_TASK TO COMPLETE_: What you return should be the full listing, word for word, without a single image.
=== Section Start ===
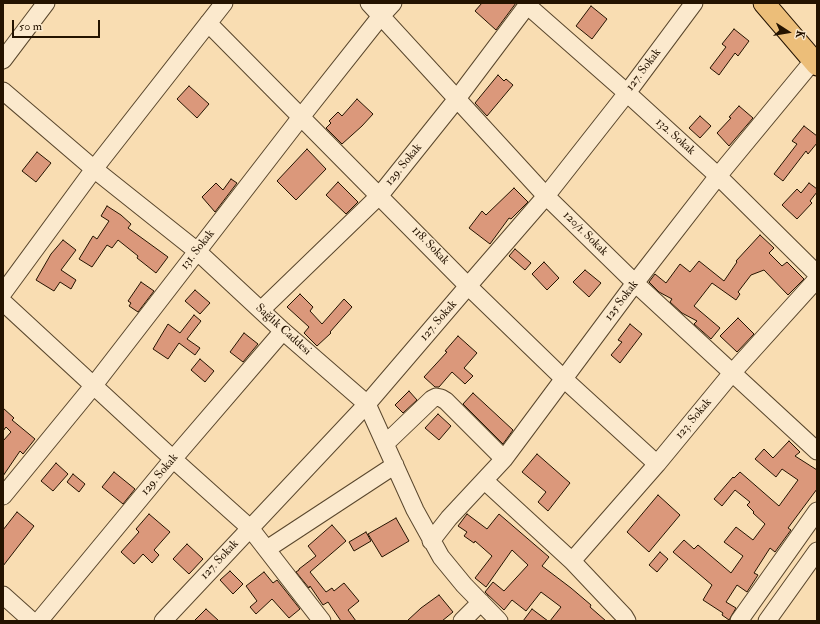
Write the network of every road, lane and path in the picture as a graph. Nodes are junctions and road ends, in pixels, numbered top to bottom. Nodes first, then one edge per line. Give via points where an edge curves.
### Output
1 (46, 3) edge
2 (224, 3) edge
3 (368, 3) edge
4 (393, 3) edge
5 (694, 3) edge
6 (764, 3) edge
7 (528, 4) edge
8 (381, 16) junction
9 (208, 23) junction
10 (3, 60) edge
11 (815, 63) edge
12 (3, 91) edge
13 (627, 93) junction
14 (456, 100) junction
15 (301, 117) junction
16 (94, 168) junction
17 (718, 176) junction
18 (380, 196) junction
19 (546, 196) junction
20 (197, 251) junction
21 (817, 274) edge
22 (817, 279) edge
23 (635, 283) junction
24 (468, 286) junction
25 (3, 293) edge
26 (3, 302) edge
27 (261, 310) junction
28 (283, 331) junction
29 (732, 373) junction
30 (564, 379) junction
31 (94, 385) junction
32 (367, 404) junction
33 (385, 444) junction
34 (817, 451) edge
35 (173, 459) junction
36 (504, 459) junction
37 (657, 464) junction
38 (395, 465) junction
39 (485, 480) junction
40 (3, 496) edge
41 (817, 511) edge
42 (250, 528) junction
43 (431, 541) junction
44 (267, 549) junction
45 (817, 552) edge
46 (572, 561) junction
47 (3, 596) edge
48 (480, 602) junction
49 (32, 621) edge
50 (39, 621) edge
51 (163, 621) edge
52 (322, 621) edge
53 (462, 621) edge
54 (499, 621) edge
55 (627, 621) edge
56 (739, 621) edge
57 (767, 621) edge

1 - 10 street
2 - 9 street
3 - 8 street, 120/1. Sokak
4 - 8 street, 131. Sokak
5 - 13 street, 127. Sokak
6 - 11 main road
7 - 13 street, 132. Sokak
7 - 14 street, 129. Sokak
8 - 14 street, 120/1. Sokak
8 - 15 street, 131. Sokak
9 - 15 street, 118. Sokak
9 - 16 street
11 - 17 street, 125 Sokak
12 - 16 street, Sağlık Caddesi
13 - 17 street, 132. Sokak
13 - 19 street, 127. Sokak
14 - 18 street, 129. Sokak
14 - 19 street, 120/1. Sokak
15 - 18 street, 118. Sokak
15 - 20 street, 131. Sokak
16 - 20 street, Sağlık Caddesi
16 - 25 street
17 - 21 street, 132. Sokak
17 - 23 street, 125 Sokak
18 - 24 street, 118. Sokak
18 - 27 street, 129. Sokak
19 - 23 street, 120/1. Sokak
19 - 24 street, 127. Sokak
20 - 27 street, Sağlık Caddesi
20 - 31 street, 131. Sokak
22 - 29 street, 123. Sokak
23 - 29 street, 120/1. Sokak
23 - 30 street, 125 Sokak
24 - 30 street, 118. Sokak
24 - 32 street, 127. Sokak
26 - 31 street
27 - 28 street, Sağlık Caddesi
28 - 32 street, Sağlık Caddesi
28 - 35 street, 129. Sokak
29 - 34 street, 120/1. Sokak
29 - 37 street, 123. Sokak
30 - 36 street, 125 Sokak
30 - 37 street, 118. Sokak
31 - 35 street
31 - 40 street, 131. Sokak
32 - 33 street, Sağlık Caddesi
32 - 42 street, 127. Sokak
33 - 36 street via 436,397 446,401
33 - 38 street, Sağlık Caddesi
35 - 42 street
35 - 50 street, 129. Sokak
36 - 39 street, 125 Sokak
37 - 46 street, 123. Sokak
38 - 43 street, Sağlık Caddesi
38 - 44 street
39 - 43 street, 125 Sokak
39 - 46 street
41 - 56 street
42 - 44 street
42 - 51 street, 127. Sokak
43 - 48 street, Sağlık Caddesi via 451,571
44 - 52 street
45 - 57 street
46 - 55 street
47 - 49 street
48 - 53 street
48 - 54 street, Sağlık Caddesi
=== Section End ===
_ANSWER TO THE EXERCISE_:
Write the network of every road, lane and path in the picture as a graph. Nodes are junctions and road ends, in pixels, numbered top to bottom. Nodes first, then one edge per line. Give via points where an edge curves.
### Output
1 (46, 3) edge
2 (224, 3) edge
3 (368, 3) edge
4 (393, 3) edge
5 (694, 3) edge
6 (764, 3) edge
7 (528, 4) edge
8 (381, 16) junction
9 (208, 23) junction
10 (3, 60) edge
11 (815, 63) edge
12 (3, 91) edge
13 (627, 93) junction
14 (456, 100) junction
15 (301, 117) junction
16 (94, 168) junction
17 (718, 176) junction
18 (380, 196) junction
19 (546, 196) junction
20 (197, 251) junction
21 (817, 274) edge
22 (817, 279) edge
23 (635, 283) junction
24 (468, 286) junction
25 (3, 293) edge
26 (3, 302) edge
27 (261, 310) junction
28 (283, 331) junction
29 (732, 373) junction
30 (564, 379) junction
31 (94, 385) junction
32 (367, 404) junction
33 (385, 444) junction
34 (817, 451) edge
35 (173, 459) junction
36 (504, 459) junction
37 (657, 464) junction
38 (395, 465) junction
39 (485, 480) junction
40 (3, 496) edge
41 (817, 511) edge
42 (250, 528) junction
43 (431, 541) junction
44 (267, 549) junction
45 (817, 552) edge
46 (572, 561) junction
47 (3, 596) edge
48 (480, 602) junction
49 (32, 621) edge
50 (39, 621) edge
51 (163, 621) edge
52 (322, 621) edge
53 (462, 621) edge
54 (499, 621) edge
55 (627, 621) edge
56 (739, 621) edge
57 (767, 621) edge

1 - 10 street
2 - 9 street
3 - 8 street, 120/1. Sokak
4 - 8 street, 131. Sokak
5 - 13 street, 127. Sokak
6 - 11 main road
7 - 13 street, 132. Sokak
7 - 14 street, 129. Sokak
8 - 14 street, 120/1. Sokak
8 - 15 street, 131. Sokak
9 - 15 street, 118. Sokak
9 - 16 street
11 - 17 street, 125 Sokak
12 - 16 street, Sağlık Caddesi
13 - 17 street, 132. Sokak
13 - 19 street, 127. Sokak
14 - 18 street, 129. Sokak
14 - 19 street, 120/1. Sokak
15 - 18 street, 118. Sokak
15 - 20 street, 131. Sokak
16 - 20 street, Sağlık Caddesi
16 - 25 street
17 - 21 street, 132. Sokak
17 - 23 street, 125 Sokak
18 - 24 street, 118. Sokak
18 - 27 street, 129. Sokak
19 - 23 street, 120/1. Sokak
19 - 24 street, 127. Sokak
20 - 27 street, Sağlık Caddesi
20 - 31 street, 131. Sokak
22 - 29 street, 123. Sokak
23 - 29 street, 120/1. Sokak
23 - 30 street, 125 Sokak
24 - 30 street, 118. Sokak
24 - 32 street, 127. Sokak
26 - 31 street
27 - 28 street, Sağlık Caddesi
28 - 32 street, Sağlık Caddesi
28 - 35 street, 129. Sokak
29 - 34 street, 120/1. Sokak
29 - 37 street, 123. Sokak
30 - 36 street, 125 Sokak
30 - 37 street, 118. Sokak
31 - 35 street
31 - 40 street, 131. Sokak
32 - 33 street, Sağlık Caddesi
32 - 42 street, 127. Sokak
33 - 36 street via 436,397 446,401
33 - 38 street, Sağlık Caddesi
35 - 42 street
35 - 50 street, 129. Sokak
36 - 39 street, 125 Sokak
37 - 46 street, 123. Sokak
38 - 43 street, Sağlık Caddesi
38 - 44 street
39 - 43 street, 125 Sokak
39 - 46 street
41 - 56 street
42 - 44 street
42 - 51 street, 127. Sokak
43 - 48 street, Sağlık Caddesi via 451,571
44 - 52 street
45 - 57 street
46 - 55 street
47 - 49 street
48 - 53 street
48 - 54 street, Sağlık Caddesi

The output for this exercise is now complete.